→ What the exercise asks
Would you please write out the records below exactly as they appear?
##############################
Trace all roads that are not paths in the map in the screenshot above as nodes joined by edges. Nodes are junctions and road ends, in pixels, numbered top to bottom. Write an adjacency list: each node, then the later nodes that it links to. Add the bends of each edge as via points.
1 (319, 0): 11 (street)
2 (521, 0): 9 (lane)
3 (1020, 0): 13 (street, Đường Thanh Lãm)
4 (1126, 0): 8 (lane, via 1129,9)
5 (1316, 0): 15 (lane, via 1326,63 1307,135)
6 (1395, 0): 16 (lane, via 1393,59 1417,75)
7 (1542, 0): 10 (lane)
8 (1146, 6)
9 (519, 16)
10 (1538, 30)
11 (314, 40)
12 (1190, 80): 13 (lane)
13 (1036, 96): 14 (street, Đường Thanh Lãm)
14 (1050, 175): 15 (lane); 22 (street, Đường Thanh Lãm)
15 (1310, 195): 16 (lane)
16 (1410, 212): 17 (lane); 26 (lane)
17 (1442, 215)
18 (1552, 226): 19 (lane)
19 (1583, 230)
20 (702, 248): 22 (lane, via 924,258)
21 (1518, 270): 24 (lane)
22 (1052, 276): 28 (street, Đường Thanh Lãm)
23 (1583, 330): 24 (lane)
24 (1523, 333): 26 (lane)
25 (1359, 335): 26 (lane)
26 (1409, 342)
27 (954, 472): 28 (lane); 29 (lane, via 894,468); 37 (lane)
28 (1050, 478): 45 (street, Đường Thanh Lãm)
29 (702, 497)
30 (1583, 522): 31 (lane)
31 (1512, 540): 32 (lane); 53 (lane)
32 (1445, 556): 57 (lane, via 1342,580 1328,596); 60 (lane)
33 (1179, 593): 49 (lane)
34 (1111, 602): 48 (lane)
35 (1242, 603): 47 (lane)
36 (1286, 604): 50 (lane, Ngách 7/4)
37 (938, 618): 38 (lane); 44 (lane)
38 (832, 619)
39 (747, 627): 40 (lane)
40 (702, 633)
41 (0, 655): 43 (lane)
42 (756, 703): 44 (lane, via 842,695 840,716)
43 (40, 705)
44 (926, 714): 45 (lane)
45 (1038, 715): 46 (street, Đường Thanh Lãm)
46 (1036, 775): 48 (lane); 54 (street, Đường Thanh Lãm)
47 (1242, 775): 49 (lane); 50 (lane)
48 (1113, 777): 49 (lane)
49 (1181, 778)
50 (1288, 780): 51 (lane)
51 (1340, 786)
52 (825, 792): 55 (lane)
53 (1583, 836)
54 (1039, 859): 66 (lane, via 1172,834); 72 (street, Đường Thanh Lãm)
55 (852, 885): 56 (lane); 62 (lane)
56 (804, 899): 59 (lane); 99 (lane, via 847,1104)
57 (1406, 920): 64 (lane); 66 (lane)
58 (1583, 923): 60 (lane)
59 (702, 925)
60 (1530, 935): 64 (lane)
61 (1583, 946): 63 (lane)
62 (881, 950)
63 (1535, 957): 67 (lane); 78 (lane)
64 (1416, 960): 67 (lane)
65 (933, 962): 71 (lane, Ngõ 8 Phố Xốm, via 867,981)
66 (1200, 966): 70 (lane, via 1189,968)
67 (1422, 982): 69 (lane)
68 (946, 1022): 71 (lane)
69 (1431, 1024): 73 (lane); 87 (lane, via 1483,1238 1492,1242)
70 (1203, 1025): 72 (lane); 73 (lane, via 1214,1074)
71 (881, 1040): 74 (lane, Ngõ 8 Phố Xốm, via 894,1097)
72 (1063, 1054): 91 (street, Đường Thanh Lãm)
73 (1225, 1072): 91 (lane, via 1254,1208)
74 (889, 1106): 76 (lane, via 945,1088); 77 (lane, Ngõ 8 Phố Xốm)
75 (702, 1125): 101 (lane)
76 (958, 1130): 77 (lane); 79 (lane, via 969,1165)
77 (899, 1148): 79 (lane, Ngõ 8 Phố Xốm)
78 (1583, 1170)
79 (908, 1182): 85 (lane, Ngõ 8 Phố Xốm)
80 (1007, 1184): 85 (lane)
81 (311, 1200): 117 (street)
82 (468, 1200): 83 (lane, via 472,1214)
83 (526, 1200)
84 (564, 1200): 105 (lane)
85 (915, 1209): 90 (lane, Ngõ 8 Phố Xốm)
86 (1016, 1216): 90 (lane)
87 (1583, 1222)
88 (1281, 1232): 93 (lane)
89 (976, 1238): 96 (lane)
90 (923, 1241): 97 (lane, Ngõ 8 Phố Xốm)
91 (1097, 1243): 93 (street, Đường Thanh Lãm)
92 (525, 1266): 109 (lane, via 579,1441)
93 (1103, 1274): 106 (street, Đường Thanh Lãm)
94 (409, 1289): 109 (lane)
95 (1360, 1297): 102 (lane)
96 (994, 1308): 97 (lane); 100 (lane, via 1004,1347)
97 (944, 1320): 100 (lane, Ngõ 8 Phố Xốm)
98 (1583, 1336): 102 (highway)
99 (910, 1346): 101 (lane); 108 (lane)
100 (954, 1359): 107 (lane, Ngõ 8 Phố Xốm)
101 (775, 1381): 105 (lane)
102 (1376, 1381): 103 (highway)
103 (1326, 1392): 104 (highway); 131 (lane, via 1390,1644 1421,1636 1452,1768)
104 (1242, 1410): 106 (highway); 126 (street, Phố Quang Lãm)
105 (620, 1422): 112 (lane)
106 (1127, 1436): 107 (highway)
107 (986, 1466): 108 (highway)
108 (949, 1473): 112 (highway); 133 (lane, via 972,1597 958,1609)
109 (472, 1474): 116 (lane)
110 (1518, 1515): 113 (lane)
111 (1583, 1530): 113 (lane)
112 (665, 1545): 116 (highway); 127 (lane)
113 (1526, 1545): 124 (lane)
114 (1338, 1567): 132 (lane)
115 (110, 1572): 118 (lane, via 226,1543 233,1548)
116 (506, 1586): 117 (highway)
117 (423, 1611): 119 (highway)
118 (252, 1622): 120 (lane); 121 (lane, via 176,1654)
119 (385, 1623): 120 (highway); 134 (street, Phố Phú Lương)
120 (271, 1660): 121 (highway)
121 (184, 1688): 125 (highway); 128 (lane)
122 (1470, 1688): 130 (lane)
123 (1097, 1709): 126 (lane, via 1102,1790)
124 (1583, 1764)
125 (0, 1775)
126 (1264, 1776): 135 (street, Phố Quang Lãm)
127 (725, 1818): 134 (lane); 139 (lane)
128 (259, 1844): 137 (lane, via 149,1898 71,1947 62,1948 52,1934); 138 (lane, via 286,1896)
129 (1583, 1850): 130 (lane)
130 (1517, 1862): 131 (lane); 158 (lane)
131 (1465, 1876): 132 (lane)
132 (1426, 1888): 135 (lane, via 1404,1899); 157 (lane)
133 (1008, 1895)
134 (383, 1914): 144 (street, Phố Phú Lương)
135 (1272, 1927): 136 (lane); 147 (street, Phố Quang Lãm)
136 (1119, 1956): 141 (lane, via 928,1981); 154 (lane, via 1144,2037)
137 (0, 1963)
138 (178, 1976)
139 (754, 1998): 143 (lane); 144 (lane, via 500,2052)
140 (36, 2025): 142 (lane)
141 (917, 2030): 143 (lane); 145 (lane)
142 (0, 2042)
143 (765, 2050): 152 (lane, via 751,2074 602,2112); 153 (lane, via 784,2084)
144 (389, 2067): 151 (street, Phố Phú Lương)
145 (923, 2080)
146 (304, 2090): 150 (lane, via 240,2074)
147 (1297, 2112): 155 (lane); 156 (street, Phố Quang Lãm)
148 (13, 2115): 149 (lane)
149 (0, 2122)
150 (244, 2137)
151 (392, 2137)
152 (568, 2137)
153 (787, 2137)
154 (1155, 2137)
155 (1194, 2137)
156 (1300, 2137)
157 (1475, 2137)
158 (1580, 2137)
##############################
→ Solution to this problem
Trace all roads that are not paths in the map in the screenshot above as nodes joined by edges. Nodes are junctions and road ends, in pixels, numbered top to bottom. Write an adjacency list: each node, then the later nodes that it links to. Add the bends of each edge as via points.
1 (319, 0): 11 (street)
2 (521, 0): 9 (lane)
3 (1020, 0): 13 (street, Đường Thanh Lãm)
4 (1126, 0): 8 (lane, via 1129,9)
5 (1316, 0): 15 (lane, via 1326,63 1307,135)
6 (1395, 0): 16 (lane, via 1393,59 1417,75)
7 (1542, 0): 10 (lane)
8 (1146, 6)
9 (519, 16)
10 (1538, 30)
11 (314, 40)
12 (1190, 80): 13 (lane)
13 (1036, 96): 14 (street, Đường Thanh Lãm)
14 (1050, 175): 15 (lane); 22 (street, Đường Thanh Lãm)
15 (1310, 195): 16 (lane)
16 (1410, 212): 17 (lane); 26 (lane)
17 (1442, 215)
18 (1552, 226): 19 (lane)
19 (1583, 230)
20 (702, 248): 22 (lane, via 924,258)
21 (1518, 270): 24 (lane)
22 (1052, 276): 28 (street, Đường Thanh Lãm)
23 (1583, 330): 24 (lane)
24 (1523, 333): 26 (lane)
25 (1359, 335): 26 (lane)
26 (1409, 342)
27 (954, 472): 28 (lane); 29 (lane, via 894,468); 37 (lane)
28 (1050, 478): 45 (street, Đường Thanh Lãm)
29 (702, 497)
30 (1583, 522): 31 (lane)
31 (1512, 540): 32 (lane); 53 (lane)
32 (1445, 556): 57 (lane, via 1342,580 1328,596); 60 (lane)
33 (1179, 593): 49 (lane)
34 (1111, 602): 48 (lane)
35 (1242, 603): 47 (lane)
36 (1286, 604): 50 (lane, Ngách 7/4)
37 (938, 618): 38 (lane); 44 (lane)
38 (832, 619)
39 (747, 627): 40 (lane)
40 (702, 633)
41 (0, 655): 43 (lane)
42 (756, 703): 44 (lane, via 842,695 840,716)
43 (40, 705)
44 (926, 714): 45 (lane)
45 (1038, 715): 46 (street, Đường Thanh Lãm)
46 (1036, 775): 48 (lane); 54 (street, Đường Thanh Lãm)
47 (1242, 775): 49 (lane); 50 (lane)
48 (1113, 777): 49 (lane)
49 (1181, 778)
50 (1288, 780): 51 (lane)
51 (1340, 786)
52 (825, 792): 55 (lane)
53 (1583, 836)
54 (1039, 859): 66 (lane, via 1172,834); 72 (street, Đường Thanh Lãm)
55 (852, 885): 56 (lane); 62 (lane)
56 (804, 899): 59 (lane); 99 (lane, via 847,1104)
57 (1406, 920): 64 (lane); 66 (lane)
58 (1583, 923): 60 (lane)
59 (702, 925)
60 (1530, 935): 64 (lane)
61 (1583, 946): 63 (lane)
62 (881, 950)
63 (1535, 957): 67 (lane); 78 (lane)
64 (1416, 960): 67 (lane)
65 (933, 962): 71 (lane, Ngõ 8 Phố Xốm, via 867,981)
66 (1200, 966): 70 (lane, via 1189,968)
67 (1422, 982): 69 (lane)
68 (946, 1022): 71 (lane)
69 (1431, 1024): 73 (lane); 87 (lane, via 1483,1238 1492,1242)
70 (1203, 1025): 72 (lane); 73 (lane, via 1214,1074)
71 (881, 1040): 74 (lane, Ngõ 8 Phố Xốm, via 894,1097)
72 (1063, 1054): 91 (street, Đường Thanh Lãm)
73 (1225, 1072): 91 (lane, via 1254,1208)
74 (889, 1106): 76 (lane, via 945,1088); 77 (lane, Ngõ 8 Phố Xốm)
75 (702, 1125): 101 (lane)
76 (958, 1130): 77 (lane); 79 (lane, via 969,1165)
77 (899, 1148): 79 (lane, Ngõ 8 Phố Xốm)
78 (1583, 1170)
79 (908, 1182): 85 (lane, Ngõ 8 Phố Xốm)
80 (1007, 1184): 85 (lane)
81 (311, 1200): 117 (street)
82 (468, 1200): 83 (lane, via 472,1214)
83 (526, 1200)
84 (564, 1200): 105 (lane)
85 (915, 1209): 90 (lane, Ngõ 8 Phố Xốm)
86 (1016, 1216): 90 (lane)
87 (1583, 1222)
88 (1281, 1232): 93 (lane)
89 (976, 1238): 96 (lane)
90 (923, 1241): 97 (lane, Ngõ 8 Phố Xốm)
91 (1097, 1243): 93 (street, Đường Thanh Lãm)
92 (525, 1266): 109 (lane, via 579,1441)
93 (1103, 1274): 106 (street, Đường Thanh Lãm)
94 (409, 1289): 109 (lane)
95 (1360, 1297): 102 (lane)
96 (994, 1308): 97 (lane); 100 (lane, via 1004,1347)
97 (944, 1320): 100 (lane, Ngõ 8 Phố Xốm)
98 (1583, 1336): 102 (highway)
99 (910, 1346): 101 (lane); 108 (lane)
100 (954, 1359): 107 (lane, Ngõ 8 Phố Xốm)
101 (775, 1381): 105 (lane)
102 (1376, 1381): 103 (highway)
103 (1326, 1392): 104 (highway); 131 (lane, via 1390,1644 1421,1636 1452,1768)
104 (1242, 1410): 106 (highway); 126 (street, Phố Quang Lãm)
105 (620, 1422): 112 (lane)
106 (1127, 1436): 107 (highway)
107 (986, 1466): 108 (highway)
108 (949, 1473): 112 (highway); 133 (lane, via 972,1597 958,1609)
109 (472, 1474): 116 (lane)
110 (1518, 1515): 113 (lane)
111 (1583, 1530): 113 (lane)
112 (665, 1545): 116 (highway); 127 (lane)
113 (1526, 1545): 124 (lane)
114 (1338, 1567): 132 (lane)
115 (110, 1572): 118 (lane, via 226,1543 233,1548)
116 (506, 1586): 117 (highway)
117 (423, 1611): 119 (highway)
118 (252, 1622): 120 (lane); 121 (lane, via 176,1654)
119 (385, 1623): 120 (highway); 134 (street, Phố Phú Lương)
120 (271, 1660): 121 (highway)
121 (184, 1688): 125 (highway); 128 (lane)
122 (1470, 1688): 130 (lane)
123 (1097, 1709): 126 (lane, via 1102,1790)
124 (1583, 1764)
125 (0, 1775)
126 (1264, 1776): 135 (street, Phố Quang Lãm)
127 (725, 1818): 134 (lane); 139 (lane)
128 (259, 1844): 137 (lane, via 149,1898 71,1947 62,1948 52,1934); 138 (lane, via 286,1896)
129 (1583, 1850): 130 (lane)
130 (1517, 1862): 131 (lane); 158 (lane)
131 (1465, 1876): 132 (lane)
132 (1426, 1888): 135 (lane, via 1404,1899); 157 (lane)
133 (1008, 1895)
134 (383, 1914): 144 (street, Phố Phú Lương)
135 (1272, 1927): 136 (lane); 147 (street, Phố Quang Lãm)
136 (1119, 1956): 141 (lane, via 928,1981); 154 (lane, via 1144,2037)
137 (0, 1963)
138 (178, 1976)
139 (754, 1998): 143 (lane); 144 (lane, via 500,2052)
140 (36, 2025): 142 (lane)
141 (917, 2030): 143 (lane); 145 (lane)
142 (0, 2042)
143 (765, 2050): 152 (lane, via 751,2074 602,2112); 153 (lane, via 784,2084)
144 (389, 2067): 151 (street, Phố Phú Lương)
145 (923, 2080)
146 (304, 2090): 150 (lane, via 240,2074)
147 (1297, 2112): 155 (lane); 156 (street, Phố Quang Lãm)
148 (13, 2115): 149 (lane)
149 (0, 2122)
150 (244, 2137)
151 (392, 2137)
152 (568, 2137)
153 (787, 2137)
154 (1155, 2137)
155 (1194, 2137)
156 (1300, 2137)
157 (1475, 2137)
158 (1580, 2137)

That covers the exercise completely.